Protecting the economy or the environment? Who will win the EV race? And why are French cognac producers worried? Nicholas Lardy, a senior fellow at the Peterson Institute for International Economics and a vice chair of the National Committee on US-China Relations, speaks to iMEdD from Washington, DC.

In mid-May 2024, US President Joe Biden quadrupled tariffs on Chinese electric vehicles and tripled China tariffs on steel and aluminium products, marking another escalation in the ongoing trade war between Washington and Beijing. This move puts pressure on European car manufacturers and raises concerns about environmental protection.

The global electric vehicle (EV) market is currently one of the most dynamic sectors, and the trade harmony between the US and China is long gone. Once a one-way route for US exports to China, the flow has now reversed, with China flooding global markets with high-quality electric cars. To counter this, the Biden administration has imposed a heavy 100% tariff on Chinese EVs, aiming to protect domestic automakers.

Canalys’ latest research shows that worldwide sales of EVs grew annually by 55% to 10.1 million units in 2022. Mainland China was by far the largest EV market, with 59% of EVs sold there in 2022, a total of 5.9 million units. Europe is the second largest EV market, with a 26% share and 2.6 million units sold. At the same time, the US is still behind at just 9% of worldwide sales, but with positive signs of growth, with 920,000 EVs sold in 2022, up 72%.

Last year, China exported more than 1.5 million electric cars to dozens of countries, with the EU being its biggest customer, importing almost half a million Chinese electric vehicles—accounting for one-third of Chinese exports. Experts say that one in four EVs sold in Europe this year will be made in China.

These numbers are a double-edged sword for the European Union. They provide significant leverage in the current geopolitical climate, but at the same time, they also make the EU vulnerable to escalating confrontation. A full-blown trade war could lead to a significant price increase for European consumers.
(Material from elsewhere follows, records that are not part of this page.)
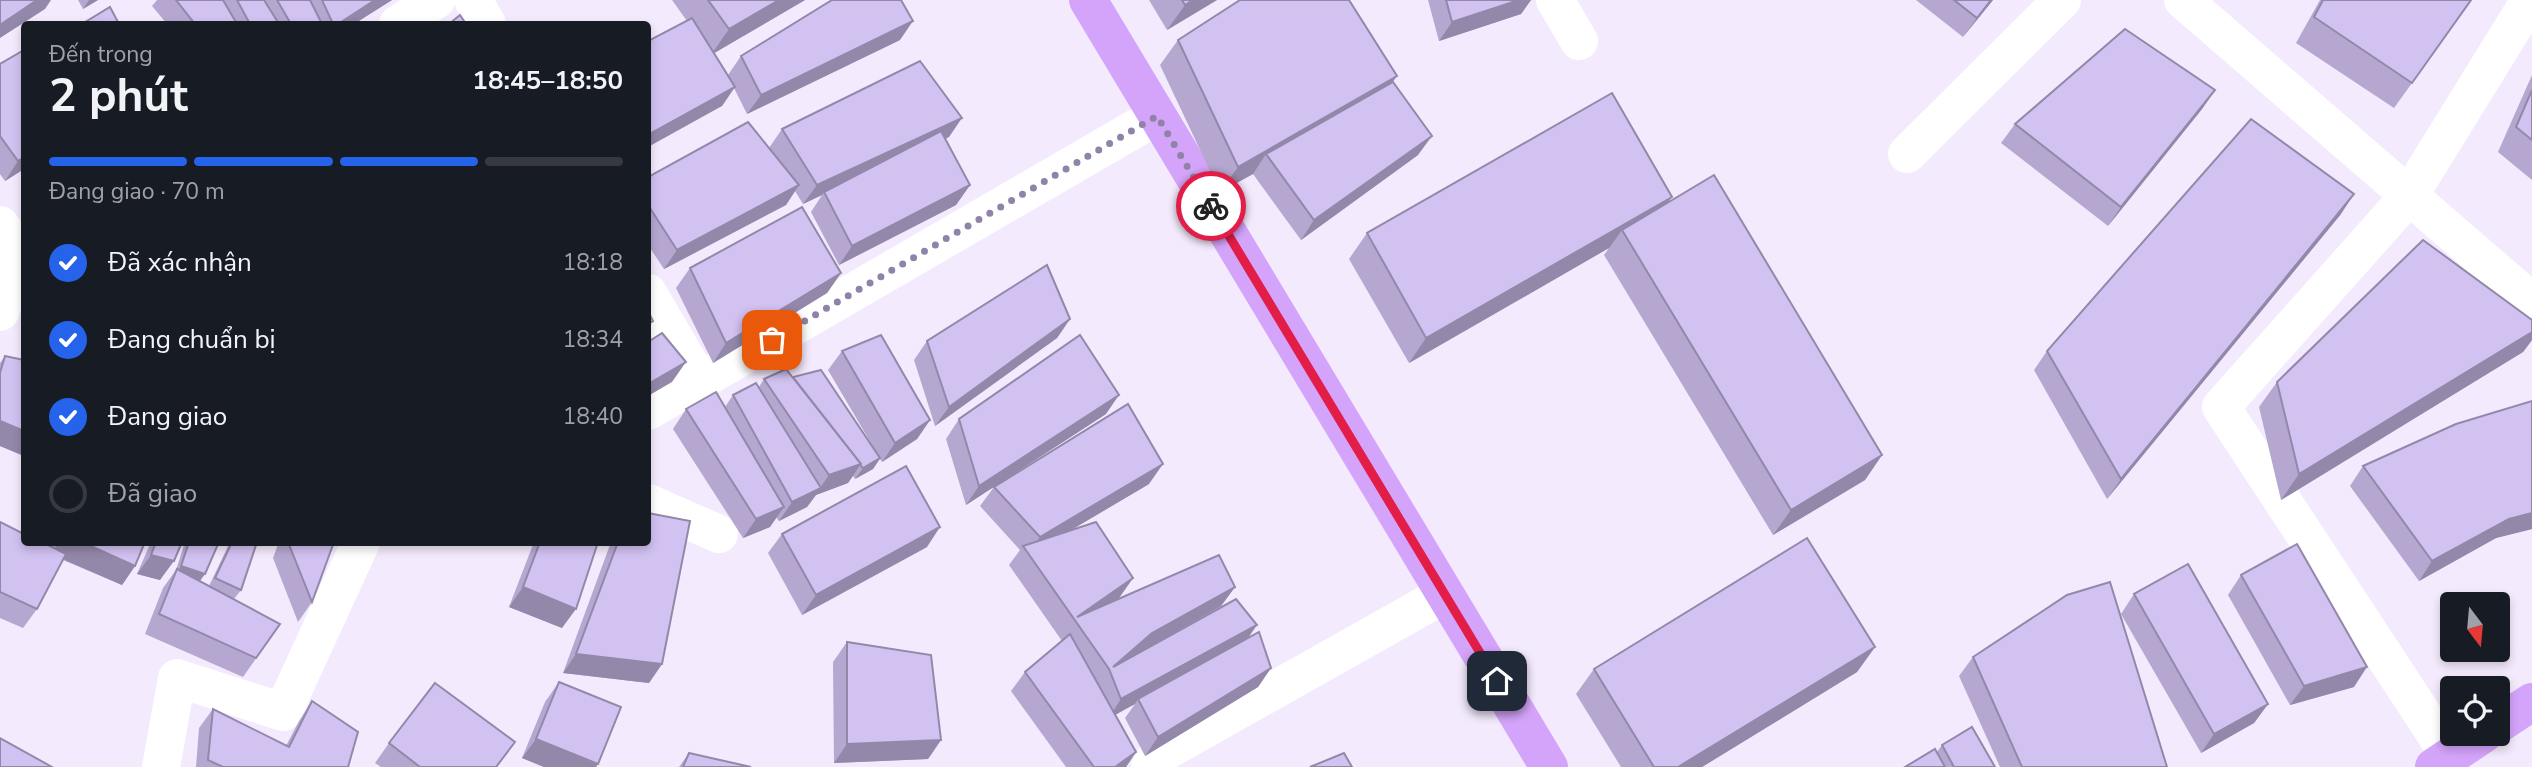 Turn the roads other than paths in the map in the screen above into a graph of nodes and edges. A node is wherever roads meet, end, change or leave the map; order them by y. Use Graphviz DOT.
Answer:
graph roads {
  1 [pos="436,0"];
  2 [pos="473,0"];
  3 [pos="1088,0"];
  4 [pos="1555,0"];
  5 [pos="2062,0"];
  6 [pos="2183,0"];
  7 [pos="2530,0"];
  8 [pos="403,21"];
  9 [pos="485,21"];
  10 [pos="1579,41"];
  11 [pos="1157,116"];
  12 [pos="1907,154"];
  13 [pos="2409,196"];
  14 [pos="0,212"];
  15 [pos="21,213"];
  16 [pos="0,225"];
  17 [pos="21,254"];
  18 [pos="21,258"];
  19 [pos="651,298"];
  20 [pos="2532,302"];
  21 [pos="0,312"];
  22 [pos="700,382"];
  23 [pos="651,409"];
  24 [pos="651,504"];
  25 [pos="719,534"];
  26 [pos="360,546"];
  27 [pos="1445,594"];
  28 [pos="2532,702"];
  29 [pos="2510,716"];
  30 [pos="2466,746"];
  31 [pos="2442,762"];
  32 [pos="161,767"];
  33 [pos="1150,767"];
  34 [pos="1549,767"];
  1 -- 8 [label="street"];
  2 -- 9 [label="street"];
  3 -- 11 [label="main road"];
  4 -- 10 [label="street"];
  5 -- 12 [label="street"];
  6 -- 13 [label="street"];
  7 -- 13 [label="street"];
  11 -- 22 [label="street"];
  11 -- 27 [label="main road"];
  13 -- 20 [label="street"];
  13 -- 31 [label="street"];
  14 -- 15 [label="street"];
  16 -- 17 [label="street"];
  18 -- 21 [label="street"];
  19 -- 22 [label="street"];
  22 -- 23 [label="street"];
  24 -- 25 [label="street"];
  26 -- 32 [label="street"];
  27 -- 33 [label="street"];
  27 -- 34 [label="main road"];
  28 -- 29 [label="main road"];
  30 -- 31 [label="main road"];
}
This situation could also affect the EU’s ambitious political agenda for the transition to a green economy, which relies heavily on the affordability of electric cars for European citizens. As Politico comments, Beijing has long been trying to prevent new tariffs with a “carrot and stick” approach: threatening retaliation on one hand, while promising growth and jobs by increasing production at Chinese automakers’ plants in Europe on the other.

Economy vs. Environment

America has taken decisive action in response to the dilemma between protecting the economy and the environment. Nicholas Lardy, a senior fellow at the Peterson Institute for International Economics and vice chairman of the Board of Directors of the National Committee on U.S.-China Relations in Washington, D.C., doesn’t mince words on the claim that the US government is undermining the broader climate change agenda with its decision: “Yes, the Biden administration has clearly prioritised support for the US auto industry and other industries, even at the expense of achieving broader climate goals,” he tells iMEdD.

The inescapable fact, as the Washington Post wrote in its editorial, is that President Biden’s tariff wall makes the transition to a carbon-free future more costly and challenging, “with no guarantee the profits will be used for investments in cutting-edge green technology.” The White House is right about Beijing’s predatory trade tactics that have helped it create companies that lead the markets for critical green technologies.

“About 60% of the world’s wind turbines, electric vehicles, and batteries are manufactured in China. Beijing’s broader macro-economic policies tend to suppress domestic demand, thereby making exports the primary outlet for surplus production. This is prompting Europe to also contemplate protectionist measures,” the Washington Post wrote.

However, in addressing the climate crisis, Chinese industrial policy has achieved undeniable benefits. Beijing’s subsidised generation has slashed the cost of solar power by nearly 90% over the last decade. “What should not be overlooked is how this reduction has reshaped the electricity supply in the US and globally,” notes Michael Greenstone, former economist on President Barack Obama’s Council of Economic Advisers and now a professor at the University of Chicago.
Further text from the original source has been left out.